Question

An element with density $6.8gc{m^{ - 3}}$, occurs in a bcc structure with cell edge length equal to $290pm$ . Calculate the number of atoms present in $200g$ of the element.
A. $2.4 \times {10^{42}}$
B. $1.2 \times {10^{42}}$
C. $1.2 \times {10^{24}}$
D. $2.4 \times {10^{24}}$

Answer 1

Hint: A bcc unit cell has atoms at each corner of the cube and one atom at the centre of the cube. The centre atom is wholly belonging to the unit cell in which it is present. So the total number of atoms in a bcc cell is two. One at the centre and one from the corners.

Complete Step by step answer: In a crystal, the smallest repeating unit of the lattice is unit cell. It is the building block of that crystal. The unit cell can be primitive cubic, body-centered cubic or face- centered cubic.
In primitive cubic unit cells, the atoms are present at the corners.
In face- centered cubic unit cell, the atoms are at all corners and at the centre of all faces of the cube
In body- centered cubic unit cell, the atoms are present all the corners of the cube as well as one atom is present at the centre of the cube which wholly belong to that unit cell. The number of atoms in bcc cell- 8 atoms at the corner $6 \times \dfrac{1}{2} = 3\;atoms$ $ \times \dfrac{1}{8}$ per corner atom = 1 atom and 1 body centre atom= 1 atom.
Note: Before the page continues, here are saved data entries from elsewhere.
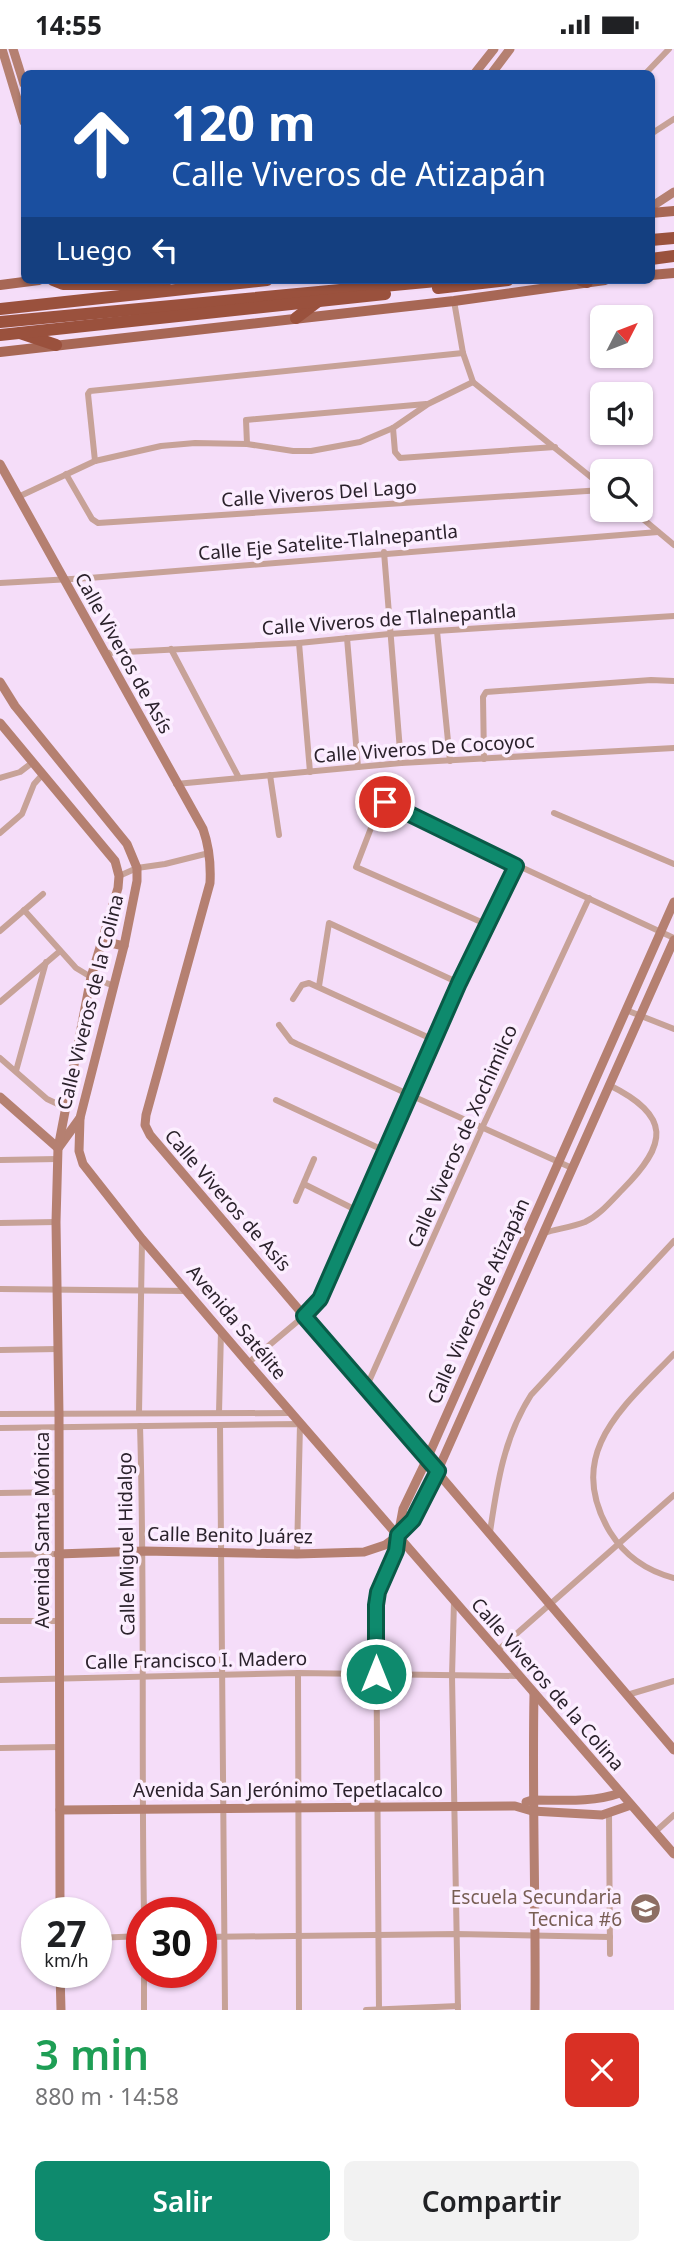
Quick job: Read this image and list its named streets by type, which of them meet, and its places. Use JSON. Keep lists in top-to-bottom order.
{
  "streets": {
    "street": [
      "Calle Viveros Del Lago",
      "Calle Eje Satelite-Tlalnepantla",
      "Calle Viveros de Tlalnepantla",
      "Calle Viveros de Asís",
      "Calle Viveros De Cocoyoc",
      "Calle Viveros de la Colina",
      "Calle Viveros de Xochimilco",
      "Calle Viveros de Atizapán",
      "Avenida Satélite",
      "Avenida Santa Mónica",
      "Calle Benito Juárez",
      "Calle Miguel Hidalgo",
      "Calle Francisco I. Madero",
      "Avenida San Jerónimo Tepetlacalco"
    ]
  },
  "crossings": [
    ["Calle Eje Satelite-Tlalnepantla", "Calle Viveros de Asís"],
    ["Calle Viveros de Tlalnepantla", "Calle Viveros de Asís"],
    ["Calle Viveros de Asís", "Calle Viveros De Cocoyoc"],
    ["Calle Viveros de Asís", "Calle Viveros de Xochimilco"],
    ["Calle Viveros de Asís", "Calle Viveros de Atizapán"],
    ["Calle Viveros de la Colina", "Calle Viveros de Atizapán"],
    ["Calle Viveros de la Colina", "Avenida Satélite"],
    ["Calle Viveros de la Colina", "Avenida Santa Mónica"],
    ["Calle Viveros de la Colina", "Calle Benito Juárez"],
    ["Calle Viveros de la Colina", "Calle Francisco I. Madero"],
    ["Calle Viveros de la Colina", "Avenida San Jerónimo Tepetlacalco"],
    ["Calle Viveros de Atizapán", "Avenida Satélite"],
    ["Calle Viveros de Atizapán", "Calle Benito Juárez"],
    ["Avenida Satélite", "Calle Benito Juárez"],
    ["Avenida Santa Mónica", "Calle Benito Juárez"],
    ["Avenida Santa Mónica", "Calle Francisco I. Madero"],
    ["Avenida Santa Mónica", "Avenida San Jerónimo Tepetlacalco"],
    ["Calle Benito Juárez", "Calle Miguel Hidalgo"],
    ["Calle Miguel Hidalgo", "Calle Francisco I. Madero"],
    ["Calle Miguel Hidalgo", "Avenida San Jerónimo Tepetlacalco"]
  ],
  "places": {
    "school or university": ["Escuela Secundaria Tecnica #6"]
  },
  "north": "top right",
  "page": {
    "status": "14:55",
    "turn": ["120 m", "Calle Viveros de Atizapán"],
    "then": "Luego",
    "speed": "27 km/h",
    "limit": "30",
    "heading": ["3 min", "880 m · 14:58"],
    "buttons": ["Salir", "Compartir"]
  }
}
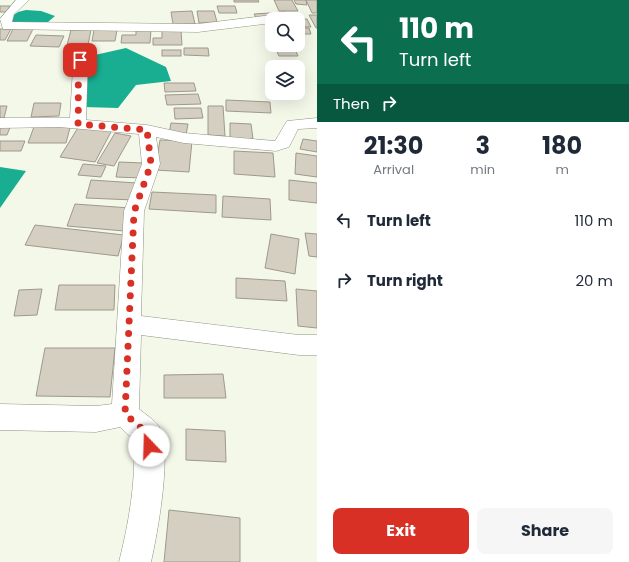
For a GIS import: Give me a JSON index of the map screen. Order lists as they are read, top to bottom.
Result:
{
  "page": {
    "turn": ["110 m", "Turn left"],
    "then": "Then",
    "eta": [
      "21:30",
      "Arrival",
      "3",
      "min",
      "180",
      "m"
    ],
    "list": [
      {
        "name": "Turn left",
        "value": "110 m"
      },
      {
        "name": "Turn right",
        "value": "20 m"
      }
    ],
    "buttons": ["Exit", "Share"]
  }
}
That means the total number of atoms per unit cell is 2.
For density calculation, we have the formula as - $d = \dfrac{{n \times m}}{{{a_3} \times {N_A}}}$
Given in the question,
Edge length (a) = $290pm$
Density (d) = $6.8gc{m^{ - 3}}$
And for bcc n=2
NA = $6.022 \times {10^{23}}$
put all the values in the given formula we will get
$6.8 = \dfrac{{2 \times m}}{{{{(290 \times {{10}^{ - 10}})}^3} \times 6.022 \times {{10}^{23}}}}$
So we have $m = \dfrac{{6.8 \times 6.023 \times {{10}^{23}} \times 24.4 \times {{10}^{ - 30}}}}{2}$
On calculating we get $m = 50gmo{l^{ - 1}}$
Now we have to calculate total number of atom in $200g$ of this crystal,
 So total number of atoms can be calculate as =$\dfrac{{200g \times 6.023 \times {{10}^{23}}atoms/mol}}{{50gmo{l^{ - 1}}}} = 2.4 \times {10^{24}}\;atoms$

Therefore the correct option will be D.

Note: In primitive unit cell, there are 8 atoms at the corner of the unit cell, therefore, the total number of atoms in one unit cell will be $8 \times \dfrac{1}{8} = 1atom$. Similarly for face- centered cubic unit cell total number of atoms in one unit cell will be $8 \times \dfrac{1}{8} = 1atom$+ $6 \times \dfrac{1}{2} = 3atoms$= 4 atoms.